→ **Aim of the task**: For the data below, report the number of lines that contain the string "Якова" and nothing else.

(Collected data)

+===+

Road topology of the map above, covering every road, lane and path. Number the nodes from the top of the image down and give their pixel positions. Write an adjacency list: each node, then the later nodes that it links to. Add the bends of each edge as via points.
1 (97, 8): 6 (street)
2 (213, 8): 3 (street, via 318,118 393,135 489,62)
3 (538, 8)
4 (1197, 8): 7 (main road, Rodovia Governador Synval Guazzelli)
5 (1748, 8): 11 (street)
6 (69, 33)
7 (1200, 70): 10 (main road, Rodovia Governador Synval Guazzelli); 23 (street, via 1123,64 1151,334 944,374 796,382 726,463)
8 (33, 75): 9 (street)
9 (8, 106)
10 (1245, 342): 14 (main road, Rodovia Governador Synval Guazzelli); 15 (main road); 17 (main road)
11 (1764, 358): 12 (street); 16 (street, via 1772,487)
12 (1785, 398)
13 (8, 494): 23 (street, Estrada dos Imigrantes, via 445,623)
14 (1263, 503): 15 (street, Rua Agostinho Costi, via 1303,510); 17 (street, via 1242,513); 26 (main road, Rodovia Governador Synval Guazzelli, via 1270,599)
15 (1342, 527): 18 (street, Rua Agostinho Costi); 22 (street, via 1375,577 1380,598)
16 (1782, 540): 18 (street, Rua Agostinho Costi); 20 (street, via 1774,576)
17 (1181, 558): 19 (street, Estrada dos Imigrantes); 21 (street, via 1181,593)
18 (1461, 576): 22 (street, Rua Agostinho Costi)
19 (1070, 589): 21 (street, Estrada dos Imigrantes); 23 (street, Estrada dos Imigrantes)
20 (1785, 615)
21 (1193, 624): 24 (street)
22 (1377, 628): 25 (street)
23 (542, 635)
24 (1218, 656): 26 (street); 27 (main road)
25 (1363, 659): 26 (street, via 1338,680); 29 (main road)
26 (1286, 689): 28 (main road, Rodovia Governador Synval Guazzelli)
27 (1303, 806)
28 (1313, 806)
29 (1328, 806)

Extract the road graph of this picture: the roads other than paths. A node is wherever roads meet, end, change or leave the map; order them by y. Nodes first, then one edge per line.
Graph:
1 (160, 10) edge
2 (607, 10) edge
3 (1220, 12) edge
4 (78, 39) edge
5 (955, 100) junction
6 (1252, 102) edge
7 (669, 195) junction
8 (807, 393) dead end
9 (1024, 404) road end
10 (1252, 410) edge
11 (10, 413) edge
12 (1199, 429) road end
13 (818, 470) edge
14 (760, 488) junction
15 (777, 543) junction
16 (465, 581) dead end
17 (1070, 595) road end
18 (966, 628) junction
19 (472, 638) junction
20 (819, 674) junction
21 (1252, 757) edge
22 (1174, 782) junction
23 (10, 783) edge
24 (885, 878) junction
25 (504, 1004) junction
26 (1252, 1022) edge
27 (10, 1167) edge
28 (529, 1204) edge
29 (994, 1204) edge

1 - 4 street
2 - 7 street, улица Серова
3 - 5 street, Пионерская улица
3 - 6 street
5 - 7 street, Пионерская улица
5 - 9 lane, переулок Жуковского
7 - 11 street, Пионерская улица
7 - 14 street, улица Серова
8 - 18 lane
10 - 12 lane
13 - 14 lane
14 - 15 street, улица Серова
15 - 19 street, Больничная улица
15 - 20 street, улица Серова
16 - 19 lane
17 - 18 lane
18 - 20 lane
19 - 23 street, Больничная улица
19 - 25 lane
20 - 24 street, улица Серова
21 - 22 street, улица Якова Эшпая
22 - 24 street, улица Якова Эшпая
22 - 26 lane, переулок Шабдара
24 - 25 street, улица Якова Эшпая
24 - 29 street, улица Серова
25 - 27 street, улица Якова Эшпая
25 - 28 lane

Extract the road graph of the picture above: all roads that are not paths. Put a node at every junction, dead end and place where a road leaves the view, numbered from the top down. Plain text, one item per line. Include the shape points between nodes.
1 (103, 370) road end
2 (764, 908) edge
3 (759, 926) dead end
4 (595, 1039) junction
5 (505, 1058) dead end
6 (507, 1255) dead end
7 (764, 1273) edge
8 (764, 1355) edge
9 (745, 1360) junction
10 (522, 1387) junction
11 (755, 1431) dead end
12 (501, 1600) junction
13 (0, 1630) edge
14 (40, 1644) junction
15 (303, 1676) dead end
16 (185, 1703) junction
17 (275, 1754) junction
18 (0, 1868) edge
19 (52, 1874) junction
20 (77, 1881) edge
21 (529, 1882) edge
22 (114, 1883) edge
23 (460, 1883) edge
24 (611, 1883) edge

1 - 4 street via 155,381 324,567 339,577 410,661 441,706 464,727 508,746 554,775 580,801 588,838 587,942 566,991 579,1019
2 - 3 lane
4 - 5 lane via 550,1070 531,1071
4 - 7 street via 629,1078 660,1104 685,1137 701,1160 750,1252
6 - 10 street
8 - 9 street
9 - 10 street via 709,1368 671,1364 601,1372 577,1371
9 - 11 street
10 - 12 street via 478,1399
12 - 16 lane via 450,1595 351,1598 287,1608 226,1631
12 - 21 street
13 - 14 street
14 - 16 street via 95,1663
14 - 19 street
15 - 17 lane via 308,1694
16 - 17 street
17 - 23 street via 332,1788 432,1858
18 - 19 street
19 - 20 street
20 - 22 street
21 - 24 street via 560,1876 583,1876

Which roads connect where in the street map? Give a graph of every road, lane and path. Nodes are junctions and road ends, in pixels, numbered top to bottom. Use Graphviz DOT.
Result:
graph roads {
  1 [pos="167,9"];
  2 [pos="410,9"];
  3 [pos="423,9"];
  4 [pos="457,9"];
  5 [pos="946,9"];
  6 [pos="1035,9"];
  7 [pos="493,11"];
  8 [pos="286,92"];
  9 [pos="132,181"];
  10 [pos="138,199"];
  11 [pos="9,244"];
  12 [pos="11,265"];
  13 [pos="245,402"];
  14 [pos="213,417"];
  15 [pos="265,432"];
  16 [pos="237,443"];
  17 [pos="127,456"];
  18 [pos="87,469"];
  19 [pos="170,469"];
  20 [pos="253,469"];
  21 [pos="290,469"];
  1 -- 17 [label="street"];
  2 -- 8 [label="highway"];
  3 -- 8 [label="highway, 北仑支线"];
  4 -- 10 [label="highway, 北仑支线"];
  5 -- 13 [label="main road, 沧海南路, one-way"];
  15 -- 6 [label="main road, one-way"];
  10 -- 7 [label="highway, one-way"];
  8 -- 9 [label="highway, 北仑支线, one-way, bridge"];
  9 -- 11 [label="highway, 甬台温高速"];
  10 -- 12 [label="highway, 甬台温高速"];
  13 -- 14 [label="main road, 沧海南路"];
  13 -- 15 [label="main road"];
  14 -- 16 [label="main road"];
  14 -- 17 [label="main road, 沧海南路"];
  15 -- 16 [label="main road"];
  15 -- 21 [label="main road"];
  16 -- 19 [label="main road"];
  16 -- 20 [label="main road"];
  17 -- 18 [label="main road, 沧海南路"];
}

+===+

→ **Answer box**: 4